The dog in the truffle ecosystem can be described as a linking element between human beings and nature; the animal works in many cases like a “translator” for nature, providing essential information for the trifulau, thanks to its keen senses and extensive training. Most of the respondents grew up with “their” truffle dog, which means that their understanding of and connection to nature was taught and intensified on a daily basis for decades. The dog represents a third dimension in the relationship between men and truffles, which thus becomes triangular. In other words, the depth of the ethnozoological/ethnoethological knowledge (man-dog) seems to be crucial for the success of ethnomycological practices (man-truffle). This is unique in ethnobiology, since the link between human knowledge and truffles is mediated via an animal (dog). TEK regarding truffles therefore evolved over many decades in a complex “cobweb” involving gatherers, TEK holders, local communities, language, environments, climate, truffles and dogs (Fig. 3).
Fig. 3

Interrelations among gatherers, TEK holders, communities, language, environments, climate, truffles and dogs

Among truffle gatherers, there has always been a lot of rivalry around their dogs and their capabilities and it was suggested that in the past some trifulau poisoned or killed “rival” dogs, although informants tended to downplay these incidents which they mainly consider urban legends.

While a few informants believe that specific dog breeds are more suited than others for the search for truffles (i.e. Lagotto, Breton, Collie), others believe that the breed is not as crucial as its training, which generally consists of enhancing the dog’s perception of the smell of truffles by using bread mixed with truffle oil or even directly with small (rotten) truffles every day for at least six months.
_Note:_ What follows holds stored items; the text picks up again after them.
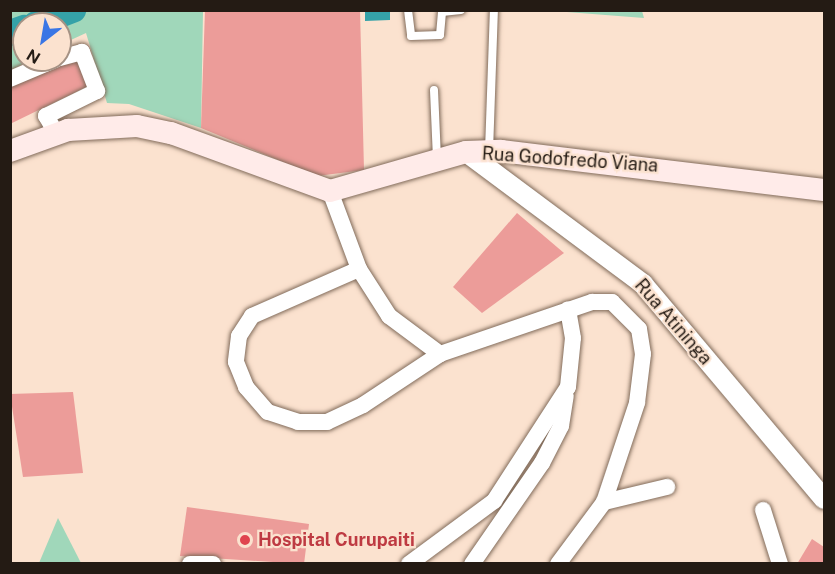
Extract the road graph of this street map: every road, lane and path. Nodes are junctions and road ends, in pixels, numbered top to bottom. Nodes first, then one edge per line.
1 (408, 10) edge
2 (461, 10) edge
3 (494, 10) edge
4 (442, 11) edge
5 (72, 55) edge
6 (27, 72) edge
7 (10, 79) edge
8 (434, 90) dead end
9 (56, 133) junction
10 (10, 151) edge
11 (489, 151) junction
12 (466, 152) junction
13 (436, 160) junction
14 (825, 190) edge
15 (330, 191) junction
16 (359, 269) junction
17 (568, 309) junction
18 (440, 354) junction
19 (568, 387) junction
20 (667, 487) dead end
21 (825, 499) edge
22 (604, 502) junction
23 (764, 510) dead end
24 (190, 564) edge
25 (213, 564) edge
26 (409, 564) edge
27 (472, 564) edge
28 (558, 564) edge
29 (780, 564) edge

1 - 4 lane
2 - 4 lane
3 - 11 lane
5 - 9 street
6 - 7 street
8 - 13 lane
9 - 10 main road
9 - 15 main road
11 - 12 main road, Rua Godofredo Viana
11 - 14 main road, Rua Godofredo Viana
12 - 13 main road, Rua Godofredo Viana
12 - 21 street, Rua Atininga
13 - 15 main road, Rua Godofredo Viana
15 - 16 street
16 - 18 street
16 - 18 street
17 - 18 street
17 - 19 street
17 - 22 street
19 - 26 street
19 - 27 street
20 - 22 street
22 - 28 street
23 - 29 street
24 - 25 street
It is interesting to point out, however, that most elderly gatherers, despite the dog training courses available today, continue to want to personally train their dogs, normally using the Piedmontese dialect/language. This last point leads some informants to believe that this dimension of the intimate relationship between the trifulau and his dog is destined to be progressively lost, because the younger generations prefer to buy dogs already trained by specialized centres. Moreover, the language issue is a crucial one and makes the circle of trifulau quite isolated and completely impermeable to prospective gatherers coming from other Italian regions, or even locals, who were not born in the area. All the interviewed trifulau were in fact fluent in both standard Italian and in the local Piedmontese idiom.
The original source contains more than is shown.